| Data records |
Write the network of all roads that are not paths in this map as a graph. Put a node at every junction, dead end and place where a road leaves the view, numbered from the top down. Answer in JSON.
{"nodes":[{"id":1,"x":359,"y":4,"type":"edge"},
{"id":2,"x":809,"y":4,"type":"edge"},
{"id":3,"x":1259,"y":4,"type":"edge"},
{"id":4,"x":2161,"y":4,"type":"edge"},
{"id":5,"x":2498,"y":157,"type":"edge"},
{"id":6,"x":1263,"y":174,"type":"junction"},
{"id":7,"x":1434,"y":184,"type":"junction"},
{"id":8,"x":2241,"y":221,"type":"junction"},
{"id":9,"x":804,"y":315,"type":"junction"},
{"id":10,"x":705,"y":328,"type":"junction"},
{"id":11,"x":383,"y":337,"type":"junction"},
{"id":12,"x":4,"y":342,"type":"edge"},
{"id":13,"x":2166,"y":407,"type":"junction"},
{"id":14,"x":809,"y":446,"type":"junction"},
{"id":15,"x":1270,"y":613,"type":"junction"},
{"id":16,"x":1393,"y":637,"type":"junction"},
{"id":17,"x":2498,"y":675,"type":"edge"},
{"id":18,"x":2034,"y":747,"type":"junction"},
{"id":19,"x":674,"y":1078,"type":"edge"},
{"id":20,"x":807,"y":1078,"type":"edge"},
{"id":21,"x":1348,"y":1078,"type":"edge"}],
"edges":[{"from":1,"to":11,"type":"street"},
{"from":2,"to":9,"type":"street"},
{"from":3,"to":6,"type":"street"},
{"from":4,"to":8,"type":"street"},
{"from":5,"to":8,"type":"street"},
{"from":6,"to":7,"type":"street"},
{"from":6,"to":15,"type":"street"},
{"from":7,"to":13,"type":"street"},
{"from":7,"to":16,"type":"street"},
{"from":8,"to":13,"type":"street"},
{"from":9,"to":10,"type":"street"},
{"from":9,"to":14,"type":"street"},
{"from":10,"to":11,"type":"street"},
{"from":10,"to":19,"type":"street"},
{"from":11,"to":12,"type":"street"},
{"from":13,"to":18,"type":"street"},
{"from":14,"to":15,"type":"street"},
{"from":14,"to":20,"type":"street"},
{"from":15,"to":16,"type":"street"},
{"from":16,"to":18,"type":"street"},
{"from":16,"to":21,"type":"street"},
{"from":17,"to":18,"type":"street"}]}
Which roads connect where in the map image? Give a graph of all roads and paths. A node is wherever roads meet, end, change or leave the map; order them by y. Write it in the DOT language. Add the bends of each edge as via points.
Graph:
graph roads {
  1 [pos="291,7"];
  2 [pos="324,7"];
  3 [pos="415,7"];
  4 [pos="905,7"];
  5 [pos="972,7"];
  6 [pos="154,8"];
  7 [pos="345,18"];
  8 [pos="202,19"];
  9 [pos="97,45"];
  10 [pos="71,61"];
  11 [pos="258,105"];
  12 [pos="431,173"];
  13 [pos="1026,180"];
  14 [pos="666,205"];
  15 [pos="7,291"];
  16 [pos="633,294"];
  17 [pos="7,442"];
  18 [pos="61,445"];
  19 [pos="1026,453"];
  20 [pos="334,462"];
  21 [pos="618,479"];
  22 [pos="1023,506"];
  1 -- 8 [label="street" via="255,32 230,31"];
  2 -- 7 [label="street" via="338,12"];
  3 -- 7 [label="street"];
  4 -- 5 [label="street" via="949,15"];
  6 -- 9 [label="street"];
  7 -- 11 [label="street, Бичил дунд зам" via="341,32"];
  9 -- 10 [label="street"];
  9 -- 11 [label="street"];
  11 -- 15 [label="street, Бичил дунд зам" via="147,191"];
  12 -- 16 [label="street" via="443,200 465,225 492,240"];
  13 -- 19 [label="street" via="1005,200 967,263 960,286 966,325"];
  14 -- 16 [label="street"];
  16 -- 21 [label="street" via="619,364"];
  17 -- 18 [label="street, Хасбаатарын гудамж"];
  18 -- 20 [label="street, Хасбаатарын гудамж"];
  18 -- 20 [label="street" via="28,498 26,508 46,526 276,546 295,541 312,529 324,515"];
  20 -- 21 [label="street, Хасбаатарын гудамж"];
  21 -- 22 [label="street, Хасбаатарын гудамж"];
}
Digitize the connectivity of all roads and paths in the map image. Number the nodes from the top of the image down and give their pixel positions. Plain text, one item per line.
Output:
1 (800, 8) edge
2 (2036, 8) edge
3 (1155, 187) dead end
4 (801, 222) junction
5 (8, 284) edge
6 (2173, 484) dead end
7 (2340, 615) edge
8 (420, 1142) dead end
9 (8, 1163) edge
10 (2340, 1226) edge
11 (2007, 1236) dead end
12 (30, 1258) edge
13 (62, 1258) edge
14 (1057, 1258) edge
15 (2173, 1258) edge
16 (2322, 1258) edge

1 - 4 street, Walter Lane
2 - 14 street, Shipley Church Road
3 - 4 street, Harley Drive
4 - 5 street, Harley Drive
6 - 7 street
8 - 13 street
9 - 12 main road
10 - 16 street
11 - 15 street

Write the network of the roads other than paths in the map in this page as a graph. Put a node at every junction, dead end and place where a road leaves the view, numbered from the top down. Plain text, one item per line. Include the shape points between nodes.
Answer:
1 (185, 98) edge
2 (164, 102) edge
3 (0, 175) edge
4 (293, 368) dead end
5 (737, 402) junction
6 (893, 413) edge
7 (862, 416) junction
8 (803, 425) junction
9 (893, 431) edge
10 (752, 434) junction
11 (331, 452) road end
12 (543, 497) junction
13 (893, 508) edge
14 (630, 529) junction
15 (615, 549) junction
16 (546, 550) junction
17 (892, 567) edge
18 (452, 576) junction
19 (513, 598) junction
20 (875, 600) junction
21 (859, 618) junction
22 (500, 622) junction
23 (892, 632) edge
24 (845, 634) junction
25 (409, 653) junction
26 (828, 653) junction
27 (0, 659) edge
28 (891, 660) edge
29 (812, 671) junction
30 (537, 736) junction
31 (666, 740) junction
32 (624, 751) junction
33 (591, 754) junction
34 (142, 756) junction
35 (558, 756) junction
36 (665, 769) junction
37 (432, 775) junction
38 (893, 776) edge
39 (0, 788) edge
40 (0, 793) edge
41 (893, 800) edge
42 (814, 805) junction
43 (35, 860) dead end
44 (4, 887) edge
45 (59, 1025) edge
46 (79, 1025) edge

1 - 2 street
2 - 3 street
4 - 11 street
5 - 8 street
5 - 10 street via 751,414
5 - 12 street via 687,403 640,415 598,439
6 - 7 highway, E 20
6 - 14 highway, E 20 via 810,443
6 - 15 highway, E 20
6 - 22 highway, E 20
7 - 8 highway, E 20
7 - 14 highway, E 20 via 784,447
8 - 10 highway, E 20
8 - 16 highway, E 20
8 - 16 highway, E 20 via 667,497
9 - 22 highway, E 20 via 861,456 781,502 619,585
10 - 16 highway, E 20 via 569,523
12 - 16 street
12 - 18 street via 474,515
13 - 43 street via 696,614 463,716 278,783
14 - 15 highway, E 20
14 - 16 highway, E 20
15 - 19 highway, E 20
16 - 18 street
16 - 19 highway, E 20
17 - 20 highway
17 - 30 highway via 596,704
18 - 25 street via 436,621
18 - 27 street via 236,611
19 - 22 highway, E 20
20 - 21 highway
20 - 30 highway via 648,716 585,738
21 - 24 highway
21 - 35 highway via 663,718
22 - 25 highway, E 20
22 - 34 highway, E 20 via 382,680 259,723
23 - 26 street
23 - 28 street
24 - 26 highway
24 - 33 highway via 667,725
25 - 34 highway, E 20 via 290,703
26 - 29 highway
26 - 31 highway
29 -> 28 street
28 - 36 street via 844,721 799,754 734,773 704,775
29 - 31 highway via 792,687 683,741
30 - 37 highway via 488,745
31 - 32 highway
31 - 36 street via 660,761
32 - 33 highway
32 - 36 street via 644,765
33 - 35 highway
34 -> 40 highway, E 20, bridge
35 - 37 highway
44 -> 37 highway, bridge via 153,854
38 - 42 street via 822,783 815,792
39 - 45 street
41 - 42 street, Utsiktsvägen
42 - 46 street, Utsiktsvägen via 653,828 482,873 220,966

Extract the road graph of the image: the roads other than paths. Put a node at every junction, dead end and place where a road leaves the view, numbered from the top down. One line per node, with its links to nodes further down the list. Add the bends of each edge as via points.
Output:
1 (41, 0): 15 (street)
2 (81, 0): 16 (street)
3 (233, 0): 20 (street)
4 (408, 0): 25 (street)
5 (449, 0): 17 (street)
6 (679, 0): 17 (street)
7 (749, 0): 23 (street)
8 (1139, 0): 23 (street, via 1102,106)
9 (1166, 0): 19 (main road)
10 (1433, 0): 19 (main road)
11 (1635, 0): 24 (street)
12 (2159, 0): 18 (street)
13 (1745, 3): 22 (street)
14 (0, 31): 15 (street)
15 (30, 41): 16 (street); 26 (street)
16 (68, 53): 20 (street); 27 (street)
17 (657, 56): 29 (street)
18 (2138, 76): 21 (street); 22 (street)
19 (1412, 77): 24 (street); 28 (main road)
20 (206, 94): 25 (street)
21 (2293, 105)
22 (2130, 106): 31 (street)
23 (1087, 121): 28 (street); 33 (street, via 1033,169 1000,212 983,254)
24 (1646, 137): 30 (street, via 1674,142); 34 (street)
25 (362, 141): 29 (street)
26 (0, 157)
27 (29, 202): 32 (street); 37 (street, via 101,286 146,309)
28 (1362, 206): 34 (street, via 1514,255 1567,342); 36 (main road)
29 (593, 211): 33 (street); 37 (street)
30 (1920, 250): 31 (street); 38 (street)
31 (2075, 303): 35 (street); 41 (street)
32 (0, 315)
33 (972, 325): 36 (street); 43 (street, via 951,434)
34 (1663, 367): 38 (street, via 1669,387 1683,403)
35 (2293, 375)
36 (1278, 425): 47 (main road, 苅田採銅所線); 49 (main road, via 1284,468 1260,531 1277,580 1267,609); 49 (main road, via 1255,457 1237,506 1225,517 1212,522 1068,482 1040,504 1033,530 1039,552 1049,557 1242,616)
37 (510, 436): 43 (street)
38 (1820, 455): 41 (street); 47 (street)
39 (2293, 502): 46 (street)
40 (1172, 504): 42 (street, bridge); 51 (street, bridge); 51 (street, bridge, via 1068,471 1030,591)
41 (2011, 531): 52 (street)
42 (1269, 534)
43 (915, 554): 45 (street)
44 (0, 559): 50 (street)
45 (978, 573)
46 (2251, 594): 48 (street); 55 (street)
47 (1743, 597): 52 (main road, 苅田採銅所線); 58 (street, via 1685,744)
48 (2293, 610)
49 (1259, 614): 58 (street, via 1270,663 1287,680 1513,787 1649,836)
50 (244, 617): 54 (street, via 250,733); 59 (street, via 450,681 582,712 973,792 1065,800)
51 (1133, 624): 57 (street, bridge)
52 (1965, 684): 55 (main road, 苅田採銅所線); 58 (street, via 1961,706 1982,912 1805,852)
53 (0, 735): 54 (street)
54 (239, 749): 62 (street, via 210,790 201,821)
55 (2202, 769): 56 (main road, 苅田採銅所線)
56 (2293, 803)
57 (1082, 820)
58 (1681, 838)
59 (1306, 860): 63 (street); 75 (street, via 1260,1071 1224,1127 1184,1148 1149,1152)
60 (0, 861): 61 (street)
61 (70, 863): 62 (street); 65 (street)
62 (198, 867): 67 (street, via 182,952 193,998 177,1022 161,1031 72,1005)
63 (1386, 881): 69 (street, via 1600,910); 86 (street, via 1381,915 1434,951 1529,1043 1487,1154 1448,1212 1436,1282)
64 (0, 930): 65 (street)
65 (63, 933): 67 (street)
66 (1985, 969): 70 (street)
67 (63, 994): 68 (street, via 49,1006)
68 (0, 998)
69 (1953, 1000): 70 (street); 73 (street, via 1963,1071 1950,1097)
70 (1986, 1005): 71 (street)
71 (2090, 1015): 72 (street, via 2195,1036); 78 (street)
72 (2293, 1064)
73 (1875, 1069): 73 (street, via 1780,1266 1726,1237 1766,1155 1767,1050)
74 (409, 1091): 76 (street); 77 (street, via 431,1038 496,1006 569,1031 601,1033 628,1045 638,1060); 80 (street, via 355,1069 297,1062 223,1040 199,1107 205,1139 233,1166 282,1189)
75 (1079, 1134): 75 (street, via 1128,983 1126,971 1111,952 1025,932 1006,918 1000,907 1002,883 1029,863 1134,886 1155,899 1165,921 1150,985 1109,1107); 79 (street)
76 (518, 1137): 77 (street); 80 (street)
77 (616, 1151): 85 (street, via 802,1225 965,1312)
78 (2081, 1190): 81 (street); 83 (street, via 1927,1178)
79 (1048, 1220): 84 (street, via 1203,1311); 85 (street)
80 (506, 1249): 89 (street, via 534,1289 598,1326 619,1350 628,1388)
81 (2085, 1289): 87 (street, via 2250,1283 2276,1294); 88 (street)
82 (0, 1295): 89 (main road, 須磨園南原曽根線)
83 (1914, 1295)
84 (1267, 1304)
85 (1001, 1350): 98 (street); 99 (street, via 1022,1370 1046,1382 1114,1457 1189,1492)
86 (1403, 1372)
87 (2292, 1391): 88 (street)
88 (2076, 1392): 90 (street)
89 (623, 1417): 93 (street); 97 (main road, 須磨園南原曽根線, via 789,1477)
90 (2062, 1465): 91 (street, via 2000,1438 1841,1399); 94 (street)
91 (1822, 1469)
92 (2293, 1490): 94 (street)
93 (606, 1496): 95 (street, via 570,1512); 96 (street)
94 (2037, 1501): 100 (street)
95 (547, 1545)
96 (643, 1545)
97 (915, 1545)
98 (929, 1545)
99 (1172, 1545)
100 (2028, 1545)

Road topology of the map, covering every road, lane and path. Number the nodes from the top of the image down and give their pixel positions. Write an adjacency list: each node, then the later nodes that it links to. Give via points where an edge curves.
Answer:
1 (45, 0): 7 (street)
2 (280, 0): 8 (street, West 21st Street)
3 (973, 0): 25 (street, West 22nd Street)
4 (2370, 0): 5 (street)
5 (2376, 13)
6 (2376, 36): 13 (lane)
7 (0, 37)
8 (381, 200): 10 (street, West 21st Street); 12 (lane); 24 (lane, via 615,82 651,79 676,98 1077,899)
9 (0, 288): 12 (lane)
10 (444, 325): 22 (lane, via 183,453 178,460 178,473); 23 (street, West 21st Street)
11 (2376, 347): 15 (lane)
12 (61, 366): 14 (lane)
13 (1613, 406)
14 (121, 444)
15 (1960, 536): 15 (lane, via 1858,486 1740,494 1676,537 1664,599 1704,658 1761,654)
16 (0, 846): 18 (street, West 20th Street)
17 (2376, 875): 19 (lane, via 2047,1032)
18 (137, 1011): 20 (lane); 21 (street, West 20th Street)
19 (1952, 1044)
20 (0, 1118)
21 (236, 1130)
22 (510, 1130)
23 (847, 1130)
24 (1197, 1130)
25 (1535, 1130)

| Your goal |
Please copy each line of the material that has the string "list" somewhere in it.

| Solution |
Extract the road graph of the image: the roads other than paths. Put a node at every junction, dead end and place where a road leaves the view, numbered from the top down. One line per node, with its links to nodes further down the list. Add the bends of each edge as via points.
Road topology of the map, covering every road, lane and path. Number the nodes from the top of the image down and give their pixel positions. Write an adjacency list: each node, then the later nodes that it links to. Give via points where an edge curves.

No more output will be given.